The University will launch a year-long examination of diversity both on- and off-Grounds with a symposium and workshop Feb. 18-19.

The event will be entitled "Charting Diversity: Commitment, Honor, Challenge." The office of University President John T. Casteen III, the Equal Opportunity Programs Office and the president's Equal Opportunity/Affirmative Action Committee planned the event in response to recent debates about affirmative action and the use of race in college admissions.

"The conference is an educational endeavor intended to acquaint people with the legal issues that are in dispute in the Michigan case and in similar cases, and to review equal opportunity within the University," Casteen said.

The symposium will be held Feb. 18 and will include speakers from all over the country. Some of the scheduled speakers are from the University of Michigan -- a school that is being sued by the Center for Individual Rights for using race in admissions.

The organizers formed eight roundtable discussion groups of students, faculty and staff members who will examine diversity in specific areas such as curriculum and student development. Each group will have about 20 people.

Planners of the event said they hope the speakers will inform participants of national trends. They also hope the speakers will "get some good thinking started in the roundtables," University spokeswoman Louise Dudley said.

"Some laws [affecting diversity] have been changing so much there's some uncertainty," Dudley said. "We want to make sure we're up to speed."

On Feb. 19, the roundtables will meet to establish their goals for the coming year. At the end of 2000, they will report to the University community what they learned, and will recommend plans to improve diversity.

Asst.

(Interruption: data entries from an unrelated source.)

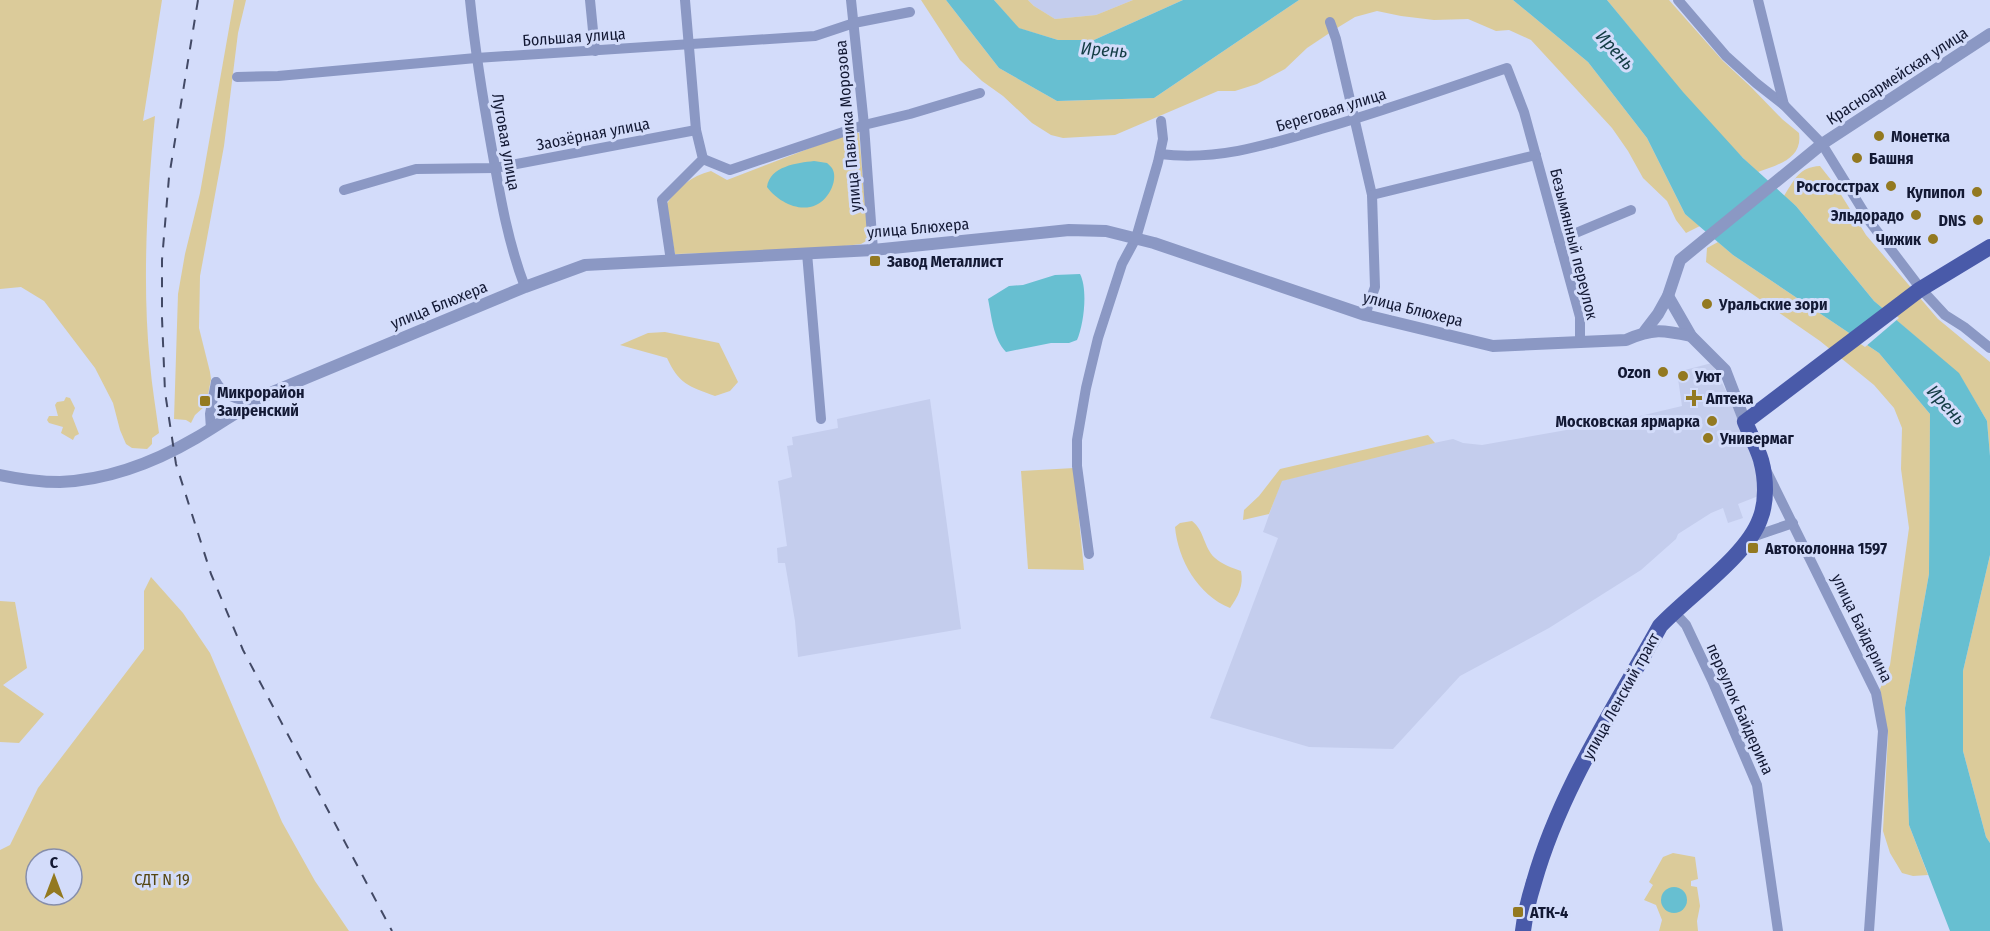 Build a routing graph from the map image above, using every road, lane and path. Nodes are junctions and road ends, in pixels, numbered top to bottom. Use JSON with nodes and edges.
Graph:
{"nodes":[{"id":1,"x":470,"y":0,"type":"edge"},
{"id":2,"x":590,"y":0,"type":"edge"},
{"id":3,"x":685,"y":0,"type":"edge"},
{"id":4,"x":851,"y":0,"type":"edge"},
{"id":5,"x":1678,"y":0,"type":"edge"},
{"id":6,"x":1758,"y":0,"type":"edge"},
{"id":7,"x":910,"y":12,"type":"dead end"},
{"id":8,"x":1330,"y":22,"type":"dead end"},
{"id":9,"x":854,"y":23,"type":"junction"},
{"id":10,"x":1990,"y":34,"type":"edge"},
{"id":11,"x":689,"y":44,"type":"junction"},
{"id":12,"x":595,"y":51,"type":"junction"},
{"id":13,"x":476,"y":58,"type":"junction"},
{"id":14,"x":1507,"y":68,"type":"joint"},
{"id":15,"x":237,"y":77,"type":"dead end"},
{"id":16,"x":980,"y":93,"type":"dead end"},
{"id":17,"x":1785,"y":105,"type":"junction"},
{"id":18,"x":1354,"y":120,"type":"junction"},
{"id":19,"x":1161,"y":122,"type":"dead end"},
{"id":20,"x":864,"y":125,"type":"junction"},
{"id":21,"x":696,"y":130,"type":"junction"},
{"id":22,"x":1822,"y":144,"type":"junction"},
{"id":23,"x":1160,"y":154,"type":"junction"},
{"id":24,"x":1536,"y":155,"type":"junction"},
{"id":25,"x":703,"y":159,"type":"junction"},
{"id":26,"x":495,"y":168,"type":"junction"},
{"id":27,"x":344,"y":190,"type":"dead end"},
{"id":28,"x":1372,"y":195,"type":"junction"},
{"id":29,"x":1631,"y":210,"type":"dead end"},
{"id":30,"x":1136,"y":238,"type":"junction"},
{"id":31,"x":1559,"y":240,"type":"junction"},
{"id":32,"x":1990,"y":247,"type":"edge"},
{"id":33,"x":873,"y":250,"type":"junction"},
{"id":34,"x":807,"y":253,"type":"junction"},
{"id":35,"x":671,"y":261,"type":"junction"},
{"id":36,"x":525,"y":287,"type":"junction"},
{"id":37,"x":1920,"y":290,"type":"junction"},
{"id":38,"x":1668,"y":296,"type":"junction"},
{"id":39,"x":1365,"y":315,"type":"junction"},
{"id":40,"x":1645,"y":331,"type":"junction"},
{"id":41,"x":1691,"y":336,"type":"junction"},
{"id":42,"x":1580,"y":341,"type":"junction"},
{"id":43,"x":1990,"y":348,"type":"edge"},
{"id":44,"x":254,"y":402,"type":"junction"},
{"id":45,"x":821,"y":419,"type":"dead end"},
{"id":46,"x":1745,"y":422,"type":"junction"},
{"id":47,"x":211,"y":429,"type":"junction"},
{"id":48,"x":1761,"y":459,"type":"junction"},
{"id":49,"x":0,"y":475,"type":"edge"},
{"id":50,"x":1792,"y":524,"type":"junction"},
{"id":51,"x":1749,"y":538,"type":"junction"},
{"id":52,"x":1089,"y":554,"type":"dead end"},
{"id":53,"x":1674,"y":612,"type":"junction"},
{"id":54,"x":1523,"y":931,"type":"edge"},
{"id":55,"x":1778,"y":931,"type":"edge"},
{"id":56,"x":1869,"y":931,"type":"edge"}],
"edges":[{"from":1,"to":13,"type":"street","name":"Луговая улица"},
{"from":2,"to":12,"type":"street"},
{"from":3,"to":11,"type":"street"},
{"from":4,"to":9,"type":"street","name":"улица Павлика Морозова"},
{"from":5,"to":17,"type":"street"},
{"from":6,"to":17,"type":"street"},
{"from":7,"to":9,"type":"street","name":"Большая улица"},
{"from":8,"to":18,"type":"street"},
{"from":9,"to":11,"type":"street","name":"Большая улица"},
{"from":9,"to":20,"type":"street","name":"улица Павлика Морозова"},
{"from":10,"to":22,"type":"street","name":"Красноармейская улица"},
{"from":11,"to":12,"type":"street","name":"Большая улица"},
{"from":11,"to":21,"type":"street"},
{"from":12,"to":13,"type":"street","name":"Большая улица"},
{"from":13,"to":15,"type":"street","name":"Большая улица"},
{"from":13,"to":26,"type":"street","name":"Луговая улица"},
{"from":14,"to":18,"type":"street","name":"Береговая улица"},
{"from":14,"to":24,"type":"street","name":"Безымянный переулок"},
{"from":16,"to":20,"type":"street"},
{"from":17,"to":22,"type":"street"},
{"from":18,"to":23,"type":"street","name":"Береговая улица"},
{"from":18,"to":28,"type":"street"},
{"from":19,"to":23,"type":"street"},
{"from":20,"to":25,"type":"street"},
{"from":20,"to":33,"type":"street","name":"улица Павлика Морозова"},
{"from":21,"to":25,"type":"street"},
{"from":21,"to":26,"type":"street","name":"Заозёрная улица"},
{"from":22,"to":37,"type":"street"},
{"from":22,"to":38,"type":"street"},
{"from":23,"to":30,"type":"street"},
{"from":24,"to":28,"type":"street","name":"Безымянный переулок"},
{"from":24,"to":31,"type":"street","name":"Безымянный переулок"},
{"from":25,"to":35,"type":"street"},
{"from":26,"to":27,"type":"street","name":"Заозёрная улица"},
{"from":26,"to":36,"type":"street","name":"Луговая улица"},
{"from":28,"to":39,"type":"street"},
{"from":29,"to":31,"type":"street"},
{"from":30,"to":33,"type":"street","name":"улица Блюхера"},
{"from":30,"to":39,"type":"street","name":"улица Блюхера"},
{"from":30,"to":52,"type":"street"},
{"from":31,"to":42,"type":"street","name":"Безымянный переулок"},
{"from":32,"to":37,"type":"main road"},
{"from":33,"to":34,"type":"street","name":"улица Блюхера"},
{"from":34,"to":35,"type":"street","name":"улица Блюхера"},
{"from":34,"to":45,"type":"street"},
{"from":35,"to":36,"type":"street","name":"улица Блюхера"},
{"from":36,"to":44,"type":"street","name":"улица Блюхера"},
{"from":37,"to":43,"type":"street"},
{"from":37,"to":46,"type":"main road"},
{"from":38,"to":40,"type":"street"},
{"from":38,"to":41,"type":"street"},
{"from":39,"to":42,"type":"street","name":"улица Блюхера"},
{"from":40,"to":41,"type":"street","name":"улица Блюхера"},
{"from":40,"to":42,"type":"street","name":"улица Блюхера"},
{"from":41,"to":46,"type":"street"},
{"from":44,"to":47,"type":"street","name":"улица Блюхера"},
{"from":44,"to":47,"type":"street"},
{"from":46,"to":48,"type":"main road","name":"улица Ленский тракт"},
{"from":47,"to":49,"type":"street","name":"улица Блюхера"},
{"from":48,"to":50,"type":"street","name":"улица Байдерина"},
{"from":48,"to":51,"type":"main road","name":"улица Ленский тракт"},
{"from":50,"to":51,"type":"street"},
{"from":50,"to":56,"type":"street","name":"улица Байдерина"},
{"from":51,"to":53,"type":"main road","name":"улица Ленский тракт"},
{"from":53,"to":54,"type":"main road","name":"улица Ленский тракт"},
{"from":53,"to":55,"type":"street","name":"переулок Байдерина"}]}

Dean of Students Glenna Chang, Linda Bunker, Education School professor and chairwoman of the Equal Opportunity/Affirmative Action Committee, and Karen Holt, director of the Equal Opportunity Programs Office, are organizing the conference.

"This is going to be a really great experience for the University," Chang said.

Patricia Werhane, chairwoman-elect of the Faculty Senate, will be on the roundtable group examining diversity in governance and leadership.

"I think [the conference] is a great idea," Werhane said. "We want to make sure we continue to attract a diverse student body"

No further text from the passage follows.